The problem is in the parameters that I passed to the cv2.Stereocalibrate() function. I will leave attached the following link, with the arguments objectPoints, imagePointsL, imagePointsR.

https://easyupload.io/c7dfau

and in these, I leave the only pair of images that I am using to do this test (9x9 board)

Perhaps someone who reads this post knows that it will be wrong.

The error that throws me is the following

cv2.stereoCalibrate(objectPoints, imagePointsL, imagePointsR, newCameraMatrixL, distL, newCameraMatrixR, distR, (widthL ,heightL),criteria_stereo, flags)
cv2.error: OpenCV(4.5.5) /io/opencv/modules/calib3d/src/calibration.cpp:1088: error: (-215:Assertion failed) (count >= 4) || (count == 3 && useExtrinsicGuess) in function 'cvFindExtrinsicCameraParams2'

Thank you

I’m not looking at the same version of the source code as you are, but it appears that count is the number of objectPoints being passed in, so I’d check how many points in common you find.

As I understand it, if you are providing the intrinsics, you should only need a single image to get your relative pose.

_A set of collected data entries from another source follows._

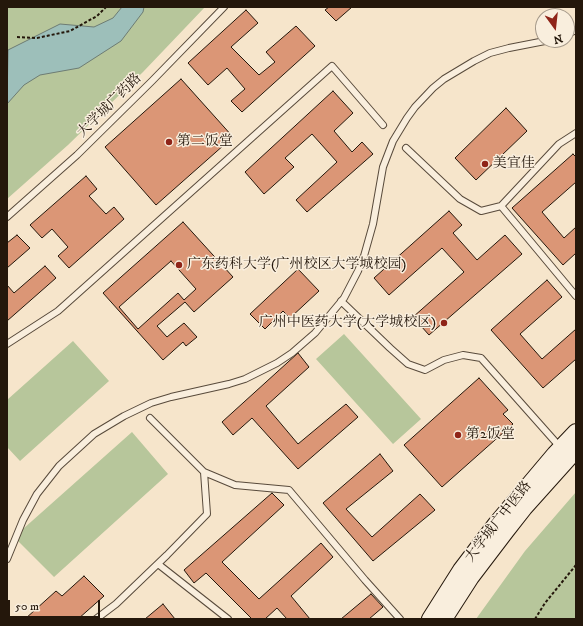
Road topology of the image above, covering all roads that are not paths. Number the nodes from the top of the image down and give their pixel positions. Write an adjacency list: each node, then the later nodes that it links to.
1 (224, 7): 7 (lane, 大学城广药路)
2 (535, 43): 9 (lane)
3 (382, 125): 10 (lane)
4 (576, 133): 6 (lane)
5 (406, 148): 6 (lane)
6 (500, 206): 8 (lane)
7 (7, 217)
8 (576, 296)
9 (342, 301): 13 (lane); 15 (lane)
10 (7, 344)
11 (150, 418): 14 (lane)
12 (576, 432): 13 (main road, 大学城广中医路)
13 (569, 449): 20 (main road, 大学城广中医路); 21 (main road, 大学城广中医路)
14 (204, 472): 16 (lane); 19 (lane)
15 (7, 559)
16 (158, 564): 17 (lane); 18 (lane)
17 (96, 619)
18 (228, 619)
19 (400, 619)
20 (430, 619)
21 (444, 619)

You might get better results with more images, but I’d start with a single image where both cameras see all the whole pattern. (To me one advantage of calibrating the intrinsics separately is that getting the relative pose is easier.)

I don’t have a lot of experience here, though.

Same problem. Have been trying to use various techniques discussed in the replies.